The first version is from 365 Orange Recipes: An Orange Recipe for Every Day in the Year (1909)
Cream 1 pound of butter with 1 ¼ pounds of sugar, add the yolks of 10 eggs and the
whites of 3; beat until smooth and light and add the juice and grated rind of 1 large
orange, 1 pint of milk, 2 pounds of flour sifted with 1 ½ ounces of baking-powder and
stir until smooth. Bake in goldenrod pans and when cold ice with the following ICING: Grate the rind of 1 small orange, add the yolk of I egg and stir in confectioner's sugar until stiff; add a tablespoonfuls of boiling water, the juice of 1 small orange and ½ lemon and sugar to make as thick as fondant.
Color a delicate orange, ice the tops and sides of the cakes and leave them in a warm place to dry.
And another version, from The Rocky Mountain Cook Book. For High Altitude Cooking (1903)
Golden Rod Cake
Beat the yolks of six eggs till light; gradually beat into these one-half cup of sugar, then two tablespoon-fuls of orange juice and one-half cup of sifted flour, sifted again with a level teaspoonful of baking powder and one-fourth teaspoonful of salt; bake in small cakes and cover with orange icing.
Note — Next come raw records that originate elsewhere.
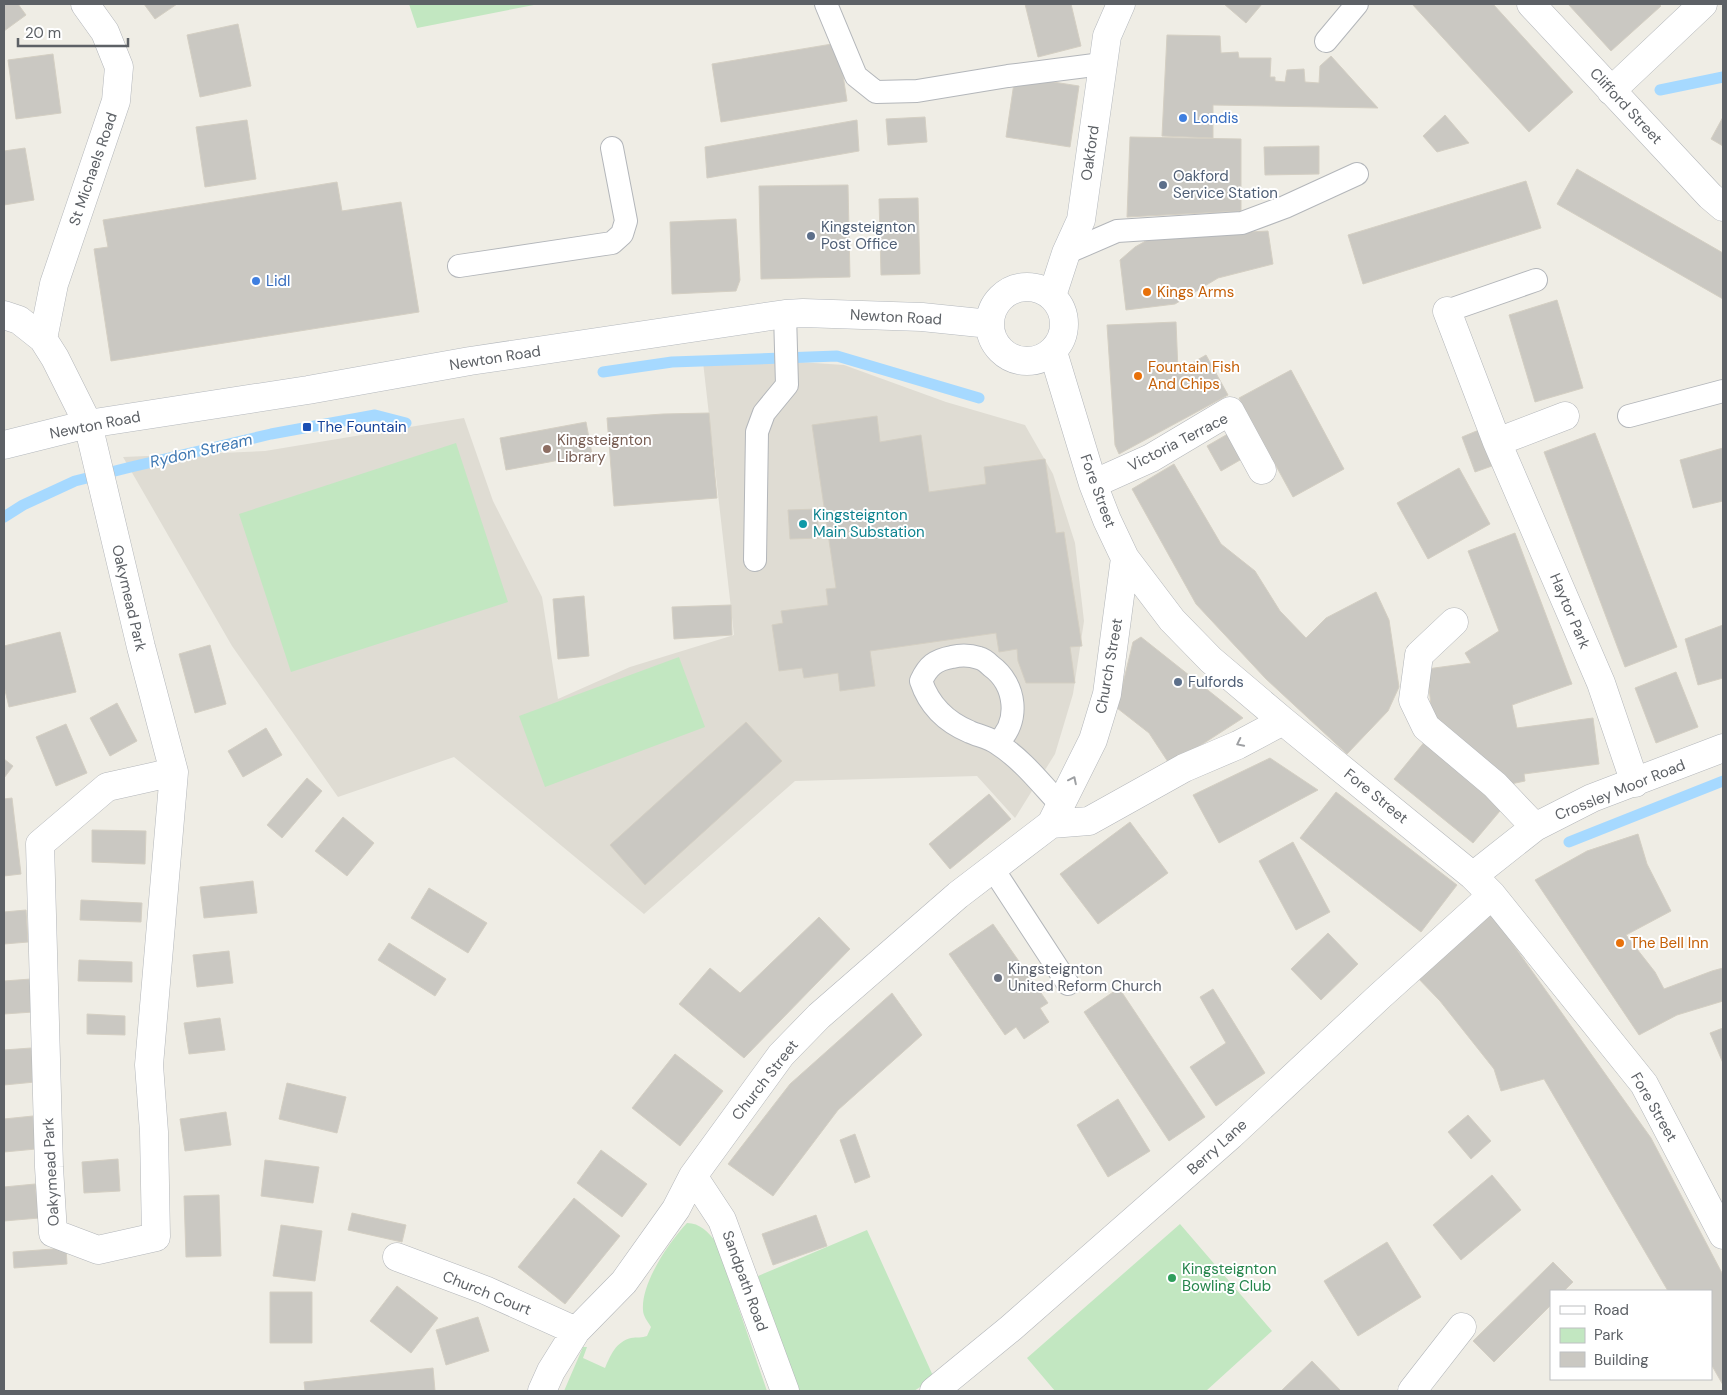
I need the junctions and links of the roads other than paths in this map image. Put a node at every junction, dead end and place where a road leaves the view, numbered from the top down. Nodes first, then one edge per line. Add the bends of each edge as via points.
1 (86, 4) edge
2 (826, 4) edge
3 (1357, 4) edge
4 (1531, 4) edge
5 (1702, 4) edge
6 (1120, 5) edge
7 (1326, 41) dead end
8 (1102, 64) junction
9 (1611, 91) junction
10 (612, 148) dead end
11 (1357, 174) dead end
12 (1723, 207) edge
13 (1066, 253) junction
14 (459, 266) dead end
15 (1536, 280) dead end
16 (1052, 296) junction
17 (1447, 311) joint
18 (785, 314) junction
19 (4, 315) edge
20 (990, 324) junction
21 (43, 339) junction
22 (1053, 352) junction
23 (1723, 391) edge
24 (1565, 416) dead end
25 (1629, 416) dead end
26 (88, 424) junction
27 (1496, 442) junction
28 (4, 445) edge
29 (1262, 470) dead end
30 (1093, 484) junction
31 (1125, 558) junction
32 (756, 560) dead end
33 (1454, 622) dead end
34 (1283, 721) junction
35 (997, 743) dead end
36 (1723, 748) edge
37 (174, 772) junction
38 (1635, 783) junction
39 (1056, 814) junction
40 (1535, 826) junction
41 (993, 869) junction
42 (1473, 876) junction
43 (1492, 895) junction
44 (1068, 984) dead end
45 (693, 1176) junction
46 (1715, 1197) edge
47 (1723, 1235) edge
48 (397, 1257) dead end
49 (1462, 1327) dead end
50 (576, 1331) junction
51 (542, 1391) edge
52 (785, 1391) edge
53 (934, 1391) edge
54 (1412, 1391) edge

1 - 21 street, St Michaels Road via 105,32 119,67 116,101 54,284
2 - 8 lane via 856,76 876,92 916,91
3 - 7 lane
4 - 9 street, Clifford Street
5 - 9 street
6 - 8 street, Oakford via 1107,36
8 - 13 street, Oakford via 1081,220
9 - 12 street, Clifford Street
10 - 14 lane via 626,221 622,234 612,242
11 - 13 lane via 1285,208 1242,222 1117,231
13 - 16 street, Oakford
15 - 17 lane, Haytor Park
16 - 20 street via 1030,287 1017,288 998,302
16 - 22 street via 1064,318 1064,330
17 - 27 street, Haytor Park
18 - 20 street, Newton Road via 922,317
18 - 26 street, Newton Road via 470,361
18 - 32 lane via 787,385 764,414 757,432
19 - 21 street, Oakymead Park via 19,320
20 - 22 street via 998,347 1018,360 1030,362
21 - 26 street, Oakymead Park
22 - 30 street, Fore Street
23 - 25 lane
24 - 27 street
26 - 28 street, Newton Road
26 - 37 street, Oakymead Park
27 - 38 street, Haytor Park via 1601,683
29 - 30 street, Victoria Terrace via 1230,411 1151,458
30 - 31 street, Fore Street
31 - 34 street, Fore Street via 1172,620 1211,660
39 -> 31 street, Church Street via 1093,740 1107,694
33 - 40 street via 1419,655 1413,700 1426,727 1495,785
34 -> 39 street via 1184,768 1090,820
34 - 42 street, Fore Street
35 - 39 lane via 1018,759
36 - 38 street, Crossley Moor Road
37 - 37 street, Oakymead Park via 107,787 40,844 48,1167 53,1233 98,1250 156,1237 149,1065
38 - 40 street, Crossley Moor Road via 1592,798
39 - 41 street, Church Street
40 - 42 street, Crossley Moor Road
41 - 44 lane
41 - 45 street, Church Street via 958,895 819,1016 781,1055
42 - 43 street, Fore Street
43 - 46 street, Fore Street via 1644,1084
43 - 53 street, Berry Lane via 1224,1141 1011,1328
45 - 50 street, Church Street via 676,1209 624,1282
45 - 52 street, Sandpath Road via 722,1220
46 - 47 street, Fore Street
48 - 50 street, Church Court via 485,1290
49 - 54 street
50 - 51 street, Church Street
And a very sophisticated version, suitable for a ‘novelty dessert’ for a ‘company meal’, from the Syracuse Herald of August 19, 1937
Golden rod cake.
For white part take 3 egg –whites, ¾ cup sugar, ½ cup shortening, ½ cup milk, 1 ¾ cups flour, 2 teaspoons baking powder, ¾ teaspoon salt and 1 ½ teaspoon almond extract. Beat egg whites until stiff. Add ¼ cup sugar gradually, beating constantly. Cream shortening and remaining sugar. Mix and sift flour, baking powder, salt; add alternately with milk to second mixture. Fold in egg whites and extract.
For gold part use ½ cup shortening, ¼ cup sugar. 3 egg yolks, 1 ¾ cups flour, 2 teaspoons baking powder, ¼ teaspoon salt, ¼ cup milk, 1 teaspoon vanilla extract. Cream shortening and sugar thoroughly. Add egg yolks and beat well. Mix and sift
flour, baking powder and salt. Add alternately with milk to first mixture. Add vanilla. Fill greased 10-inch tube pan by spoonfuls, alternating the white and gold mixture. Base in a moderate oven (350 degrees F) 50 to 60 minutes. Frosting: Frost with
uncooked frosting, tinting ½ yellow.
Serves 10 to 12.
Quotation for the Day.
I remember his burlesque pretense that morning of an inextinguishable grief when I wonder that I had never eaten blueberry cake before, and how he kept returning to the pathos of the fact that there should be a region of the earth where blueberry cake was unknown.